* _Problem details_
Pick every line out of the entries below that holds the string "AVAROA", and report them.

Saved entries:
※ ※ ※

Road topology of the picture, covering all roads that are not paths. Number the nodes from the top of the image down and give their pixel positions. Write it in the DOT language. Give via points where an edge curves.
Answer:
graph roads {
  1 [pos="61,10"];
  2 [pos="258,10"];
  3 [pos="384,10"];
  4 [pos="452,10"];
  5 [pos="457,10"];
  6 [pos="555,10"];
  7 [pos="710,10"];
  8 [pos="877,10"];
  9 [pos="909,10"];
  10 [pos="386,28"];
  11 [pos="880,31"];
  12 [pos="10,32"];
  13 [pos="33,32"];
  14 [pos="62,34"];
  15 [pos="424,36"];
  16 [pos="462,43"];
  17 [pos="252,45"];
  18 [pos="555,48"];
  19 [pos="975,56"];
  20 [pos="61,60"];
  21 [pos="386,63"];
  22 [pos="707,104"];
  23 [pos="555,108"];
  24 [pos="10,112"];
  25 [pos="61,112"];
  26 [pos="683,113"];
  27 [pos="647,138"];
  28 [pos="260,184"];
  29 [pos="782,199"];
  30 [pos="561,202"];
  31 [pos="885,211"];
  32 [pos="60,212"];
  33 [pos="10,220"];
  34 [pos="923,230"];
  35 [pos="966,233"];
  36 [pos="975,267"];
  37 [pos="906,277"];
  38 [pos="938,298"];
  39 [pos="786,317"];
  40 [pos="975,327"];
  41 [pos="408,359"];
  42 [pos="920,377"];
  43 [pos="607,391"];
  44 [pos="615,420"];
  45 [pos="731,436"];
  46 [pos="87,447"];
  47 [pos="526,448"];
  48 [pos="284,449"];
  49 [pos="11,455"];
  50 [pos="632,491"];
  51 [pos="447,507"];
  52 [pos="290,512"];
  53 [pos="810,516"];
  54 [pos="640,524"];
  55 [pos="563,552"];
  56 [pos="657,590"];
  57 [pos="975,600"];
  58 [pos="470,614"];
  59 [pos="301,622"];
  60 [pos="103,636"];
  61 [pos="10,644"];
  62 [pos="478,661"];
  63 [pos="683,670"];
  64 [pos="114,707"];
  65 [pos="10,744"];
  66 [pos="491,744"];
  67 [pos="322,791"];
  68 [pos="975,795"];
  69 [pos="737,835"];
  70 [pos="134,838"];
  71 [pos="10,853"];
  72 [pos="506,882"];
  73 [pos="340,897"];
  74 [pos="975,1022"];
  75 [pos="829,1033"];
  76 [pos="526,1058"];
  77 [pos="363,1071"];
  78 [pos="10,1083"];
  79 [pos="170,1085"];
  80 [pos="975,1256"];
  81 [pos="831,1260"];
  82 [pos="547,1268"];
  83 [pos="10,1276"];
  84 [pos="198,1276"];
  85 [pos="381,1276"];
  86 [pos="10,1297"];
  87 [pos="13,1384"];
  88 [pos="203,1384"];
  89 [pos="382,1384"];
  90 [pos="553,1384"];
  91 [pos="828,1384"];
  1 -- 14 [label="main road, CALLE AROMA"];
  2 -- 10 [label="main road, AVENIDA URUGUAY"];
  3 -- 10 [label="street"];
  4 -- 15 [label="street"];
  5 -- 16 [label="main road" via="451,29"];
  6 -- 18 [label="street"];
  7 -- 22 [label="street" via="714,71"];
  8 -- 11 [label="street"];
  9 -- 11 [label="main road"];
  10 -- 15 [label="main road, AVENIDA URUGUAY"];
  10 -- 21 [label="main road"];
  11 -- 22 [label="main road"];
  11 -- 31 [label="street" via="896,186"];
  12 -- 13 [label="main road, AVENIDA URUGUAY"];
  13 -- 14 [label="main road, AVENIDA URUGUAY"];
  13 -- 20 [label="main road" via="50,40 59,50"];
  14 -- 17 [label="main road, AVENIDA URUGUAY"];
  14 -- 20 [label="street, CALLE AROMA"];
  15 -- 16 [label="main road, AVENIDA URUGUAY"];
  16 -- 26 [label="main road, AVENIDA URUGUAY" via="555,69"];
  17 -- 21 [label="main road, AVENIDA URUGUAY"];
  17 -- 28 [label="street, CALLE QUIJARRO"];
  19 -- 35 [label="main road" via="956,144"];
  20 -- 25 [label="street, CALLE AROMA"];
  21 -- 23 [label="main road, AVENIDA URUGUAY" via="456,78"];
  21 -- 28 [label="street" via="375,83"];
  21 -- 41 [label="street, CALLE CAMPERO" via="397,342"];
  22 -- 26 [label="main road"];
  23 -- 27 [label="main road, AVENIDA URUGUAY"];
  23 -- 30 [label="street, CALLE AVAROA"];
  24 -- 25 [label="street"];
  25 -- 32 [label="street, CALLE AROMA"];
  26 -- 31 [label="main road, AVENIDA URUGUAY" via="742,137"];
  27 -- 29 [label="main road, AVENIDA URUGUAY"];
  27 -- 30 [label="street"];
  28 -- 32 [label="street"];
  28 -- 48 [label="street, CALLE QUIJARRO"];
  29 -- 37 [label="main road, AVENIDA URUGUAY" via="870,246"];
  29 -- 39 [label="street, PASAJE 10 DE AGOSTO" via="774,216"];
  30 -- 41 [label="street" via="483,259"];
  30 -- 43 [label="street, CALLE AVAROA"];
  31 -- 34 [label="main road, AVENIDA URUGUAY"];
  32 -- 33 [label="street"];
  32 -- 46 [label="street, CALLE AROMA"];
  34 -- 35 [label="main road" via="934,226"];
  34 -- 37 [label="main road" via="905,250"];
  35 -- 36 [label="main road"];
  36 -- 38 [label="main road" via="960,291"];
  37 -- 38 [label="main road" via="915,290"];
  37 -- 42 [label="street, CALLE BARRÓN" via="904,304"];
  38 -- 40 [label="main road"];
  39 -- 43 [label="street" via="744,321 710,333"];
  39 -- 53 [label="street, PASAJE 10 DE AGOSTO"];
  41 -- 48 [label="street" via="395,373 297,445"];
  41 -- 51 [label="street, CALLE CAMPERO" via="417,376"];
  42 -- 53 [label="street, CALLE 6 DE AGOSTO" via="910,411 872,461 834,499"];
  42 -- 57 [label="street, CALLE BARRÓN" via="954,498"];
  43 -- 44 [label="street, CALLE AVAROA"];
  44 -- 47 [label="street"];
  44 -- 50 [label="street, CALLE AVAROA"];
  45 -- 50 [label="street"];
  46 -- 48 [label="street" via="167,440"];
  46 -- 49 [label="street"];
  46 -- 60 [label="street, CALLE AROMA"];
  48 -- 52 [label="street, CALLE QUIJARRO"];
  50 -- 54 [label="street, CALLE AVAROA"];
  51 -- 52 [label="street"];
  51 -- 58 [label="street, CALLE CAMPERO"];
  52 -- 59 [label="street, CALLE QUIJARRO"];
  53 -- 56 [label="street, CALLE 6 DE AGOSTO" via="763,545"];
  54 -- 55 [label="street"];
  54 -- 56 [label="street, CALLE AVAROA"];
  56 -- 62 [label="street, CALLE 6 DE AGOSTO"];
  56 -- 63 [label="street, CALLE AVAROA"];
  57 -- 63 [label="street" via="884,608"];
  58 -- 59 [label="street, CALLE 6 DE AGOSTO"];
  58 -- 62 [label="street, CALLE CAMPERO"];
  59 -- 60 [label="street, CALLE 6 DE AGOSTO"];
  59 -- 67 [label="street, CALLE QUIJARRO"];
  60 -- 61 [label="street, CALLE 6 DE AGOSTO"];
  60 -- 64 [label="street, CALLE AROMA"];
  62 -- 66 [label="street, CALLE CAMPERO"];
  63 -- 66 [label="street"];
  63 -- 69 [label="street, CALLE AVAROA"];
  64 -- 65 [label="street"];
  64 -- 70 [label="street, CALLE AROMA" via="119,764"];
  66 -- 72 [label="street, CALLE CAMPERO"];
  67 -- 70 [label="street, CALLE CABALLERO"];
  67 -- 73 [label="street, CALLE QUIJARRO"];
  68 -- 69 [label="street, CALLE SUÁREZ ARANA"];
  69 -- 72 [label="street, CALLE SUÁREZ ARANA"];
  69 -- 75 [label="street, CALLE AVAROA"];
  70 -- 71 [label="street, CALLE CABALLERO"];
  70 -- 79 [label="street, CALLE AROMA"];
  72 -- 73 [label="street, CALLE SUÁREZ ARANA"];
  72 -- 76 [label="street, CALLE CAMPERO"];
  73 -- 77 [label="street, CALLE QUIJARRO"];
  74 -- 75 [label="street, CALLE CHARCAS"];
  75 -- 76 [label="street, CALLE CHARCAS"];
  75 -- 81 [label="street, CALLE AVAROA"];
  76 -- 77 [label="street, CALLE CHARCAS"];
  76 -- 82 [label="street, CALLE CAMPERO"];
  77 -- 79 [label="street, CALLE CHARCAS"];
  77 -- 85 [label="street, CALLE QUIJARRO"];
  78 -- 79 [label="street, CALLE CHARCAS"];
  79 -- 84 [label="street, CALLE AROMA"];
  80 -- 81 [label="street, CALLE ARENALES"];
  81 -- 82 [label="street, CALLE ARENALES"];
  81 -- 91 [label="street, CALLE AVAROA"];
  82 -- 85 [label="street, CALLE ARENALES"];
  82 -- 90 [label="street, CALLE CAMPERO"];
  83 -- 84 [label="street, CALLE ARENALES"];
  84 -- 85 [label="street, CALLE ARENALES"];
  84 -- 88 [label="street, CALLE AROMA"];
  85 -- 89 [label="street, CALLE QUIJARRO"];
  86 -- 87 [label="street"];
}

※ ※ ※

* _Written solution_
  23 -- 30 [label="street, CALLE AVAROA"];
  30 -- 43 [label="street, CALLE AVAROA"];
  43 -- 44 [label="street, CALLE AVAROA"];
  44 -- 50 [label="street, CALLE AVAROA"];
  50 -- 54 [label="street, CALLE AVAROA"];
  54 -- 56 [label="street, CALLE AVAROA"];
  56 -- 63 [label="street, CALLE AVAROA"];
  63 -- 69 [label="street, CALLE AVAROA"];
  69 -- 75 [label="street, CALLE AVAROA"];
  75 -- 81 [label="street, CALLE AVAROA"];
  81 -- 91 [label="street, CALLE AVAROA"];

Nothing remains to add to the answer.